• [EXCERPTED DATA]
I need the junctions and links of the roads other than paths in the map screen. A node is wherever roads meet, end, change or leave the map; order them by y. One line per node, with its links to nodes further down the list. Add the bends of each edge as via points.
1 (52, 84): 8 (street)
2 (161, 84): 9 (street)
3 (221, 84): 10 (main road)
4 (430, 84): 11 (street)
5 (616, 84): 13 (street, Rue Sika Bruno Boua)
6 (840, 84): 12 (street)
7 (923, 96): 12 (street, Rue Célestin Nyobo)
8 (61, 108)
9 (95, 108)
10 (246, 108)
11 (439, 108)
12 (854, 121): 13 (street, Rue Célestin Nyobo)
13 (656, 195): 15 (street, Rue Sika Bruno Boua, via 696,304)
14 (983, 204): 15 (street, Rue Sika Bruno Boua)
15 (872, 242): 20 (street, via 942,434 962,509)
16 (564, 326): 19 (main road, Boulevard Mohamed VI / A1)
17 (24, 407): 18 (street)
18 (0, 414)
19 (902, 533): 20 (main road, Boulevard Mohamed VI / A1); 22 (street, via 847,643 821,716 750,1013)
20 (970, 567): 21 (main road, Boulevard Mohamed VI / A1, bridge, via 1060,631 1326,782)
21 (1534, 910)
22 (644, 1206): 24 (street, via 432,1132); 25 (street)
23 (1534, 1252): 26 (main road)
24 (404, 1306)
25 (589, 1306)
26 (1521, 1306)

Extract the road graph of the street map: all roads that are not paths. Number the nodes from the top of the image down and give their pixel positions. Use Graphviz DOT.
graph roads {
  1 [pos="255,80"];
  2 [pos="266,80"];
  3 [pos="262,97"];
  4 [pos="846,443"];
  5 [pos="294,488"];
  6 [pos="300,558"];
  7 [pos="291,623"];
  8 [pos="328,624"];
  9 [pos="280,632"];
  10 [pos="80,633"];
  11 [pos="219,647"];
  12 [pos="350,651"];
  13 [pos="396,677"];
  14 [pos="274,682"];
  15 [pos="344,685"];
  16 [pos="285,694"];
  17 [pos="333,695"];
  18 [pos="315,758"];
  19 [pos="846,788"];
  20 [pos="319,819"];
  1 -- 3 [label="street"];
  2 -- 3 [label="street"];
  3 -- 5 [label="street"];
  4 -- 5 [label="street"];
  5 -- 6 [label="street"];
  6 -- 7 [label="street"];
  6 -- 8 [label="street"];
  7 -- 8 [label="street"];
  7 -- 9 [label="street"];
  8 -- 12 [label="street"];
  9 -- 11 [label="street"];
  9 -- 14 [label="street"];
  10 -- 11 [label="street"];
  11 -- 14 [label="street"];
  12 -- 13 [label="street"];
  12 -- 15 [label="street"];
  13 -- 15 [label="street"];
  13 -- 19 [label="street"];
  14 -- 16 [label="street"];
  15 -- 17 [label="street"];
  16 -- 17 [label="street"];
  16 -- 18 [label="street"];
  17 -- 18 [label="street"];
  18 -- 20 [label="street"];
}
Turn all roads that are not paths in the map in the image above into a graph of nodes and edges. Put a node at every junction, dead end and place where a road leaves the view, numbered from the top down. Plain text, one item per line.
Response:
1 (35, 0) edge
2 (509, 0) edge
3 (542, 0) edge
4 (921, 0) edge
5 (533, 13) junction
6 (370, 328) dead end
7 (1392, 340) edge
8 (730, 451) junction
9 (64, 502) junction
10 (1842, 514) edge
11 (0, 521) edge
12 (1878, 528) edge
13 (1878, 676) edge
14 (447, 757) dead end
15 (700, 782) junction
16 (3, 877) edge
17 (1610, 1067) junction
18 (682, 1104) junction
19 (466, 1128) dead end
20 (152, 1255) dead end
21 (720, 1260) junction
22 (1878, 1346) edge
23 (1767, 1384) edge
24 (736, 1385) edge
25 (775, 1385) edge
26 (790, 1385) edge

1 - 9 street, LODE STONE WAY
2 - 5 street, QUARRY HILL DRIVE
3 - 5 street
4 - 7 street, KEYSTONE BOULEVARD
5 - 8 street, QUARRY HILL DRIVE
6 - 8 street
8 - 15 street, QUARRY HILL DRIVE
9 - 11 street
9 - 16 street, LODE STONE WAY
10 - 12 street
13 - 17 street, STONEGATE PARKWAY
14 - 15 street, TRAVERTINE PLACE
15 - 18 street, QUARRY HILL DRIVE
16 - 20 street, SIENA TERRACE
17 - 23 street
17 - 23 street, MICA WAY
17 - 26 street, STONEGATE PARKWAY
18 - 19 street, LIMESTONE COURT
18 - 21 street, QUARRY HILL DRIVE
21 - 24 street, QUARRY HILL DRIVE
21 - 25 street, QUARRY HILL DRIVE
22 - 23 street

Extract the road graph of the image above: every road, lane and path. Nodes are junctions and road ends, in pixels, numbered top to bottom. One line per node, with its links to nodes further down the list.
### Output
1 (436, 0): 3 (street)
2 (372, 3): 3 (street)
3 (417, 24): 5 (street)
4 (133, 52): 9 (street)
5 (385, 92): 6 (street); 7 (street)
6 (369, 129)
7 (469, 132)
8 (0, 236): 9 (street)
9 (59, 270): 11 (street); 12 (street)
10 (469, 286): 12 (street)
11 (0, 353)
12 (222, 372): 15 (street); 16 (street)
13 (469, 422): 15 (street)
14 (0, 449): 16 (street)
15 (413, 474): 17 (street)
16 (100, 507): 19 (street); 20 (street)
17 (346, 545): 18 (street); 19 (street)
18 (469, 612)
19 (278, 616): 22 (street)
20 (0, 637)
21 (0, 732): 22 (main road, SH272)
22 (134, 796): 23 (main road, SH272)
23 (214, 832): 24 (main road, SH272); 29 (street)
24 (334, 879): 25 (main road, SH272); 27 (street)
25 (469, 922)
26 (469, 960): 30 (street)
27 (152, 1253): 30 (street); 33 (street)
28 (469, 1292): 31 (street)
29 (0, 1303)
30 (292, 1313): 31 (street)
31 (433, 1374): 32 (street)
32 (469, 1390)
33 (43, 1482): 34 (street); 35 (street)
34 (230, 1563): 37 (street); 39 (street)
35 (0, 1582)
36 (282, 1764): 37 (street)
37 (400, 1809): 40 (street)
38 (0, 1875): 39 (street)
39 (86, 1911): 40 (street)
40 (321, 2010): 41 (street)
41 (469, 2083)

• [WHAT TO DO] Each line with "every" in it must be identified and copied from the material.

• [YOUR RESPONSE]
Turn all roads that are not paths in the map in the image above into a graph of nodes and edges. Put a node at every junction, dead end and place where a road leaves the view, numbered from the top down. Plain text, one item per line.
Extract the road graph of the image above: every road, lane and path. Nodes are junctions and road ends, in pixels, numbered top to bottom. One line per node, with its links to nodes further down the list.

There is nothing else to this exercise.